**Exercise details**: Scan the entries for lines containing the string "dead". Reply with how many there are, and nothing else.

=== Section Start ===

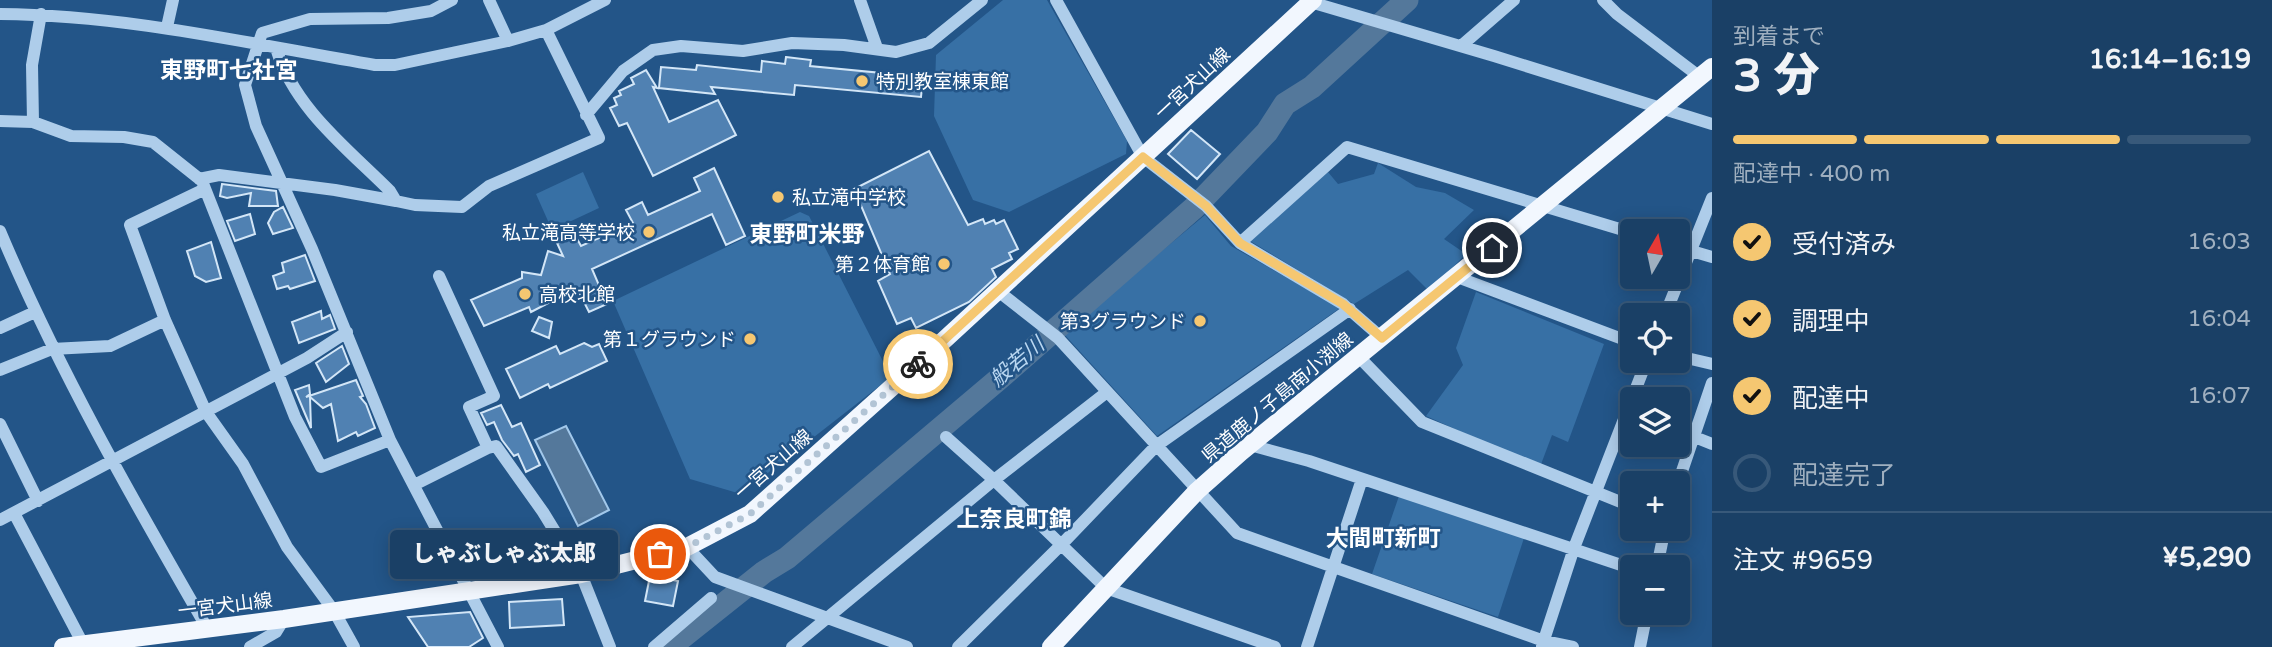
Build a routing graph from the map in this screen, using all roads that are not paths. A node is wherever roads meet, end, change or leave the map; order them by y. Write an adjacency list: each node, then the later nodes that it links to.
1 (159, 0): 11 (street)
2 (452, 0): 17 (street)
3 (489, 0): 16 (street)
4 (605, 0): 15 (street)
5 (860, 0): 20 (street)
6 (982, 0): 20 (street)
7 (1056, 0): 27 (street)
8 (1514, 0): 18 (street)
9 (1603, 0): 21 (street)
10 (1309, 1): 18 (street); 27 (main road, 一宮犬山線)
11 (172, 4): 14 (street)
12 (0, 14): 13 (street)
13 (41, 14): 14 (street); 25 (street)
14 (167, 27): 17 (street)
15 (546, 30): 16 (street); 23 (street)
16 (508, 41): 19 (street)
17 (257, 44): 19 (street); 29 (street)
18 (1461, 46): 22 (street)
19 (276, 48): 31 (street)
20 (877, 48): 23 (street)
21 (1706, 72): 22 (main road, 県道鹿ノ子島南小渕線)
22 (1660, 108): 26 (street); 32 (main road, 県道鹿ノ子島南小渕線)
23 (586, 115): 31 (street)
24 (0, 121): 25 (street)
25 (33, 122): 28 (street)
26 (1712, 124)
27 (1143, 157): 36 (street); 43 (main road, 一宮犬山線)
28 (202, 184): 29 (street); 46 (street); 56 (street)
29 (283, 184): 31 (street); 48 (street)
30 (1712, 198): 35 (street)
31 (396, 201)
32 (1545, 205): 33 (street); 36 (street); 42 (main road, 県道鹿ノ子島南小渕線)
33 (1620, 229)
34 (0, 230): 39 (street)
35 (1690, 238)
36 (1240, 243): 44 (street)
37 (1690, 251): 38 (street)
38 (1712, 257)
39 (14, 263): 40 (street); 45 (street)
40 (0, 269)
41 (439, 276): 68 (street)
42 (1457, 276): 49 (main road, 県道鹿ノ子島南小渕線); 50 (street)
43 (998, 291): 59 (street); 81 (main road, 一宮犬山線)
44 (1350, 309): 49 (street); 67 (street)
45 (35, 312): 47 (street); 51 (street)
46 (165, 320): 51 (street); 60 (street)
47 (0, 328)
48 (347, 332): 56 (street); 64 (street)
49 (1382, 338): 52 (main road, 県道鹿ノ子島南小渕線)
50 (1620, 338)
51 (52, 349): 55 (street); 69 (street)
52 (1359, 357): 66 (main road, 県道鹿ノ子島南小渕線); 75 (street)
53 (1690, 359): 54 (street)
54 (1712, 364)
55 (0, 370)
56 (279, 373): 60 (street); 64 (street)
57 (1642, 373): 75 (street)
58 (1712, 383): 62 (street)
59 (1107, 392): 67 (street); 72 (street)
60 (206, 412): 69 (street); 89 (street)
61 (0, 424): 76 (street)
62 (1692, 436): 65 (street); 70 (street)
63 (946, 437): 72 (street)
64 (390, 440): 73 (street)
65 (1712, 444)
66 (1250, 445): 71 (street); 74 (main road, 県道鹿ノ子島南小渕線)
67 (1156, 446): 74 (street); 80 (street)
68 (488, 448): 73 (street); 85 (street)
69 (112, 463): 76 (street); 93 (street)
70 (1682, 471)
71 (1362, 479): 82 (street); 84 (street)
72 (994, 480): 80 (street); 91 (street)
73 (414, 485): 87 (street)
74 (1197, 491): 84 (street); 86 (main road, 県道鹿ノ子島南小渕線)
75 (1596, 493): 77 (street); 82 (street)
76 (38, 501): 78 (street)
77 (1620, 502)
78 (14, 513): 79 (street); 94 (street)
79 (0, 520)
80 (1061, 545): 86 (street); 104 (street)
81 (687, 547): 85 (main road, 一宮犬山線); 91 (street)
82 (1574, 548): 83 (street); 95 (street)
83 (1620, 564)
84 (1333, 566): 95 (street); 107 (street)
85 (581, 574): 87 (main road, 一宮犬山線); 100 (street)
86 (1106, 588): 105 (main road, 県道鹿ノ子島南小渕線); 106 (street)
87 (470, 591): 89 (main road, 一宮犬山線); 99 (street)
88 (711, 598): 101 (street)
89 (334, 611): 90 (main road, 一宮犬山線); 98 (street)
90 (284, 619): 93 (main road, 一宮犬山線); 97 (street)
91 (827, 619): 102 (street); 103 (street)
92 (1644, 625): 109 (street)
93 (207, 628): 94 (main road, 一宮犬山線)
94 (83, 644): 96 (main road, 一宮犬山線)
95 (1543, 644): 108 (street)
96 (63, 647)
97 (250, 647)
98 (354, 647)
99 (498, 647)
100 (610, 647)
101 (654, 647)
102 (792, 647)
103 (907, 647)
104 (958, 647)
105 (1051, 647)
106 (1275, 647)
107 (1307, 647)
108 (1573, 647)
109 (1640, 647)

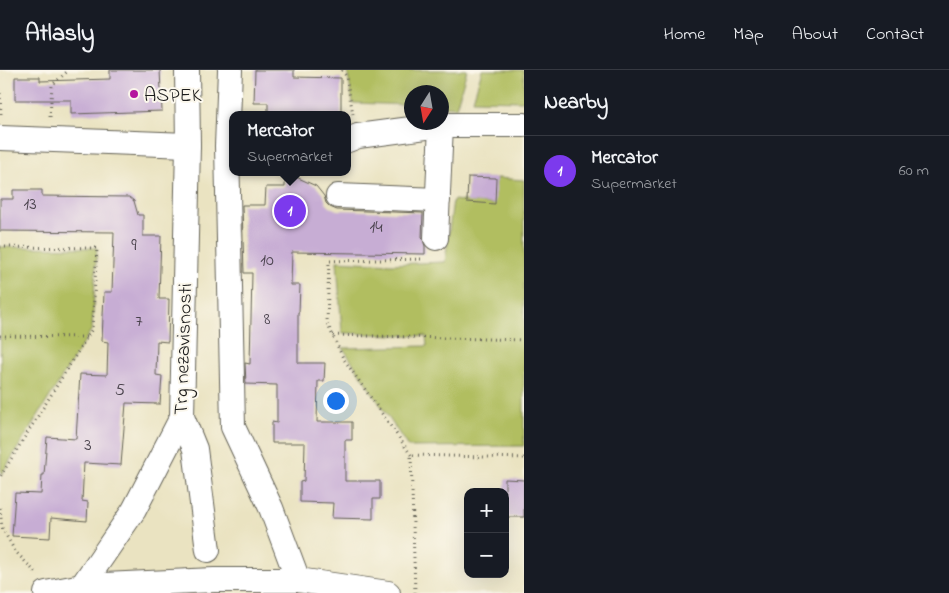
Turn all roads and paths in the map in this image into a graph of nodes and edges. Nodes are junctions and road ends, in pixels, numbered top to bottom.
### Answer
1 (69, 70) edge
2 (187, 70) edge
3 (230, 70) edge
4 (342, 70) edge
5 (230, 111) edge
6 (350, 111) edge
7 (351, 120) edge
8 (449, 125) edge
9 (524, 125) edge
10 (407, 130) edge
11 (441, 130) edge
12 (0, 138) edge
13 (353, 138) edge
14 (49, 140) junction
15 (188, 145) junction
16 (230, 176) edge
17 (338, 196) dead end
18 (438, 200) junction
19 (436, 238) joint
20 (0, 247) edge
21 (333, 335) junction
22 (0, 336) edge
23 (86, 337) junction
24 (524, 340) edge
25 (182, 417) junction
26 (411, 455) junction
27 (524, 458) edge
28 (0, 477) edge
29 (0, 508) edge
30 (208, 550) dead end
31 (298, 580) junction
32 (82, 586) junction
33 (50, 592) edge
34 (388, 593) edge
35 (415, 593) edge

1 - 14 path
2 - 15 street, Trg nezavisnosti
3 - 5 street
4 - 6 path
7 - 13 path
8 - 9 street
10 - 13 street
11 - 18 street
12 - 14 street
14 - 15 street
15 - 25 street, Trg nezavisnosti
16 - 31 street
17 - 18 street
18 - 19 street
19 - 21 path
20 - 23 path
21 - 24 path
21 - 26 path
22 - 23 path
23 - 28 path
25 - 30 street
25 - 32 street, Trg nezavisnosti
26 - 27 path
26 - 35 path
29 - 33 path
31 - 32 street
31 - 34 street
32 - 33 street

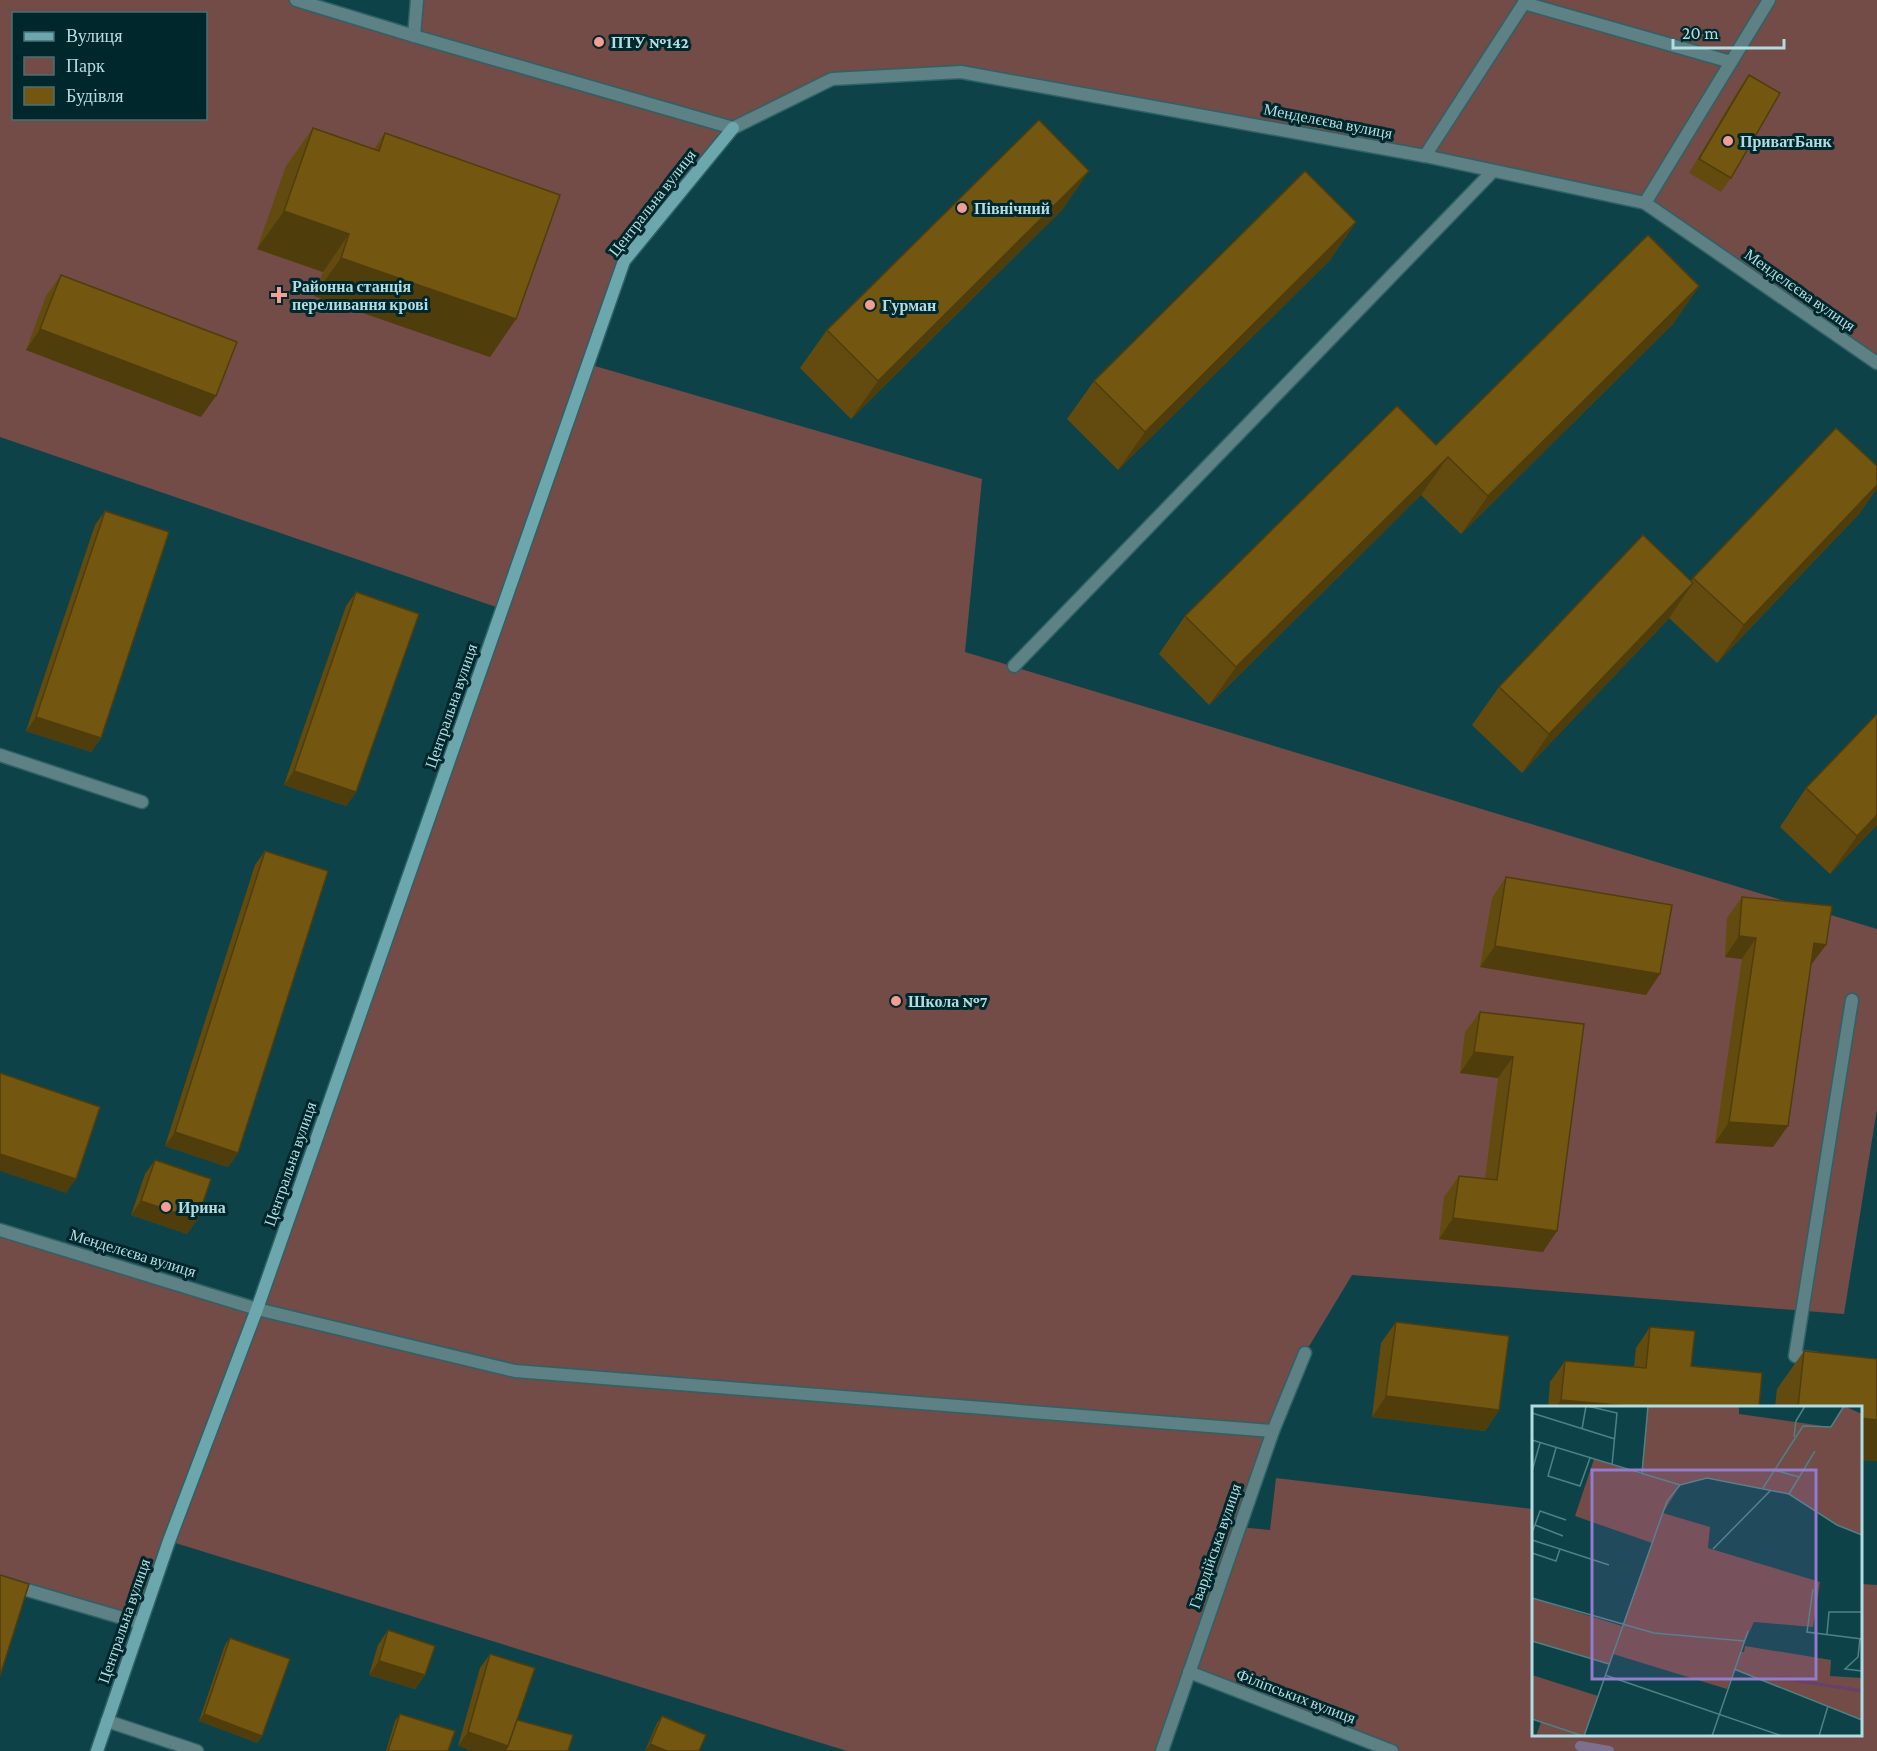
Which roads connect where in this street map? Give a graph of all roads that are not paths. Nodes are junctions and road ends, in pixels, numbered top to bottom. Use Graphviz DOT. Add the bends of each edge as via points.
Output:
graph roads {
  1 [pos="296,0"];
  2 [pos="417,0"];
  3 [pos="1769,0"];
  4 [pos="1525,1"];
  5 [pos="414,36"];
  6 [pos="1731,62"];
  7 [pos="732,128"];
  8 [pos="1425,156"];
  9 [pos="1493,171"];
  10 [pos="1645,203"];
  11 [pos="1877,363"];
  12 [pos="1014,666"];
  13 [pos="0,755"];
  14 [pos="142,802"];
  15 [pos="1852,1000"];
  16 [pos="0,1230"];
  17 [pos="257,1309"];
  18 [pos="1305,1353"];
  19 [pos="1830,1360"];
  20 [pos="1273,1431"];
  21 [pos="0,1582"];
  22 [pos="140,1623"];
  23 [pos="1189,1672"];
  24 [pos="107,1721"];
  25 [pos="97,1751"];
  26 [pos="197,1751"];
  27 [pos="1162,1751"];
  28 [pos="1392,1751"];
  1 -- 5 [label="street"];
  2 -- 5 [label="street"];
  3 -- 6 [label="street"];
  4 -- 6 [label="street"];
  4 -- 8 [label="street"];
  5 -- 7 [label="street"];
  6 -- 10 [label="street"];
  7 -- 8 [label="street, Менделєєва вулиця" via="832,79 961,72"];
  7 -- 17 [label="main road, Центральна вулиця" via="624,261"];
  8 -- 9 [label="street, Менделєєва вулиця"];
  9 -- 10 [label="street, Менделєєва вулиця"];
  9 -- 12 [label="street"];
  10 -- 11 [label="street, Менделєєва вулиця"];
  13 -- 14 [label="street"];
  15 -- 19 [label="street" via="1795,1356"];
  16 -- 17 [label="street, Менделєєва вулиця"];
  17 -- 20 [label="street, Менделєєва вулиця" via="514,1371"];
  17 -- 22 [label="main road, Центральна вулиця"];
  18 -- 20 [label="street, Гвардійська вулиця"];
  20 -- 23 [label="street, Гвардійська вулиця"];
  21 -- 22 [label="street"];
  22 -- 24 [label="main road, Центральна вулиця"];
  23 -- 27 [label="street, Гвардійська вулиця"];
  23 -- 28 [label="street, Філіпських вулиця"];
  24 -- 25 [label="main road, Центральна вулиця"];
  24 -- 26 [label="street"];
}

=== Section End ===

**Result of the task**: 2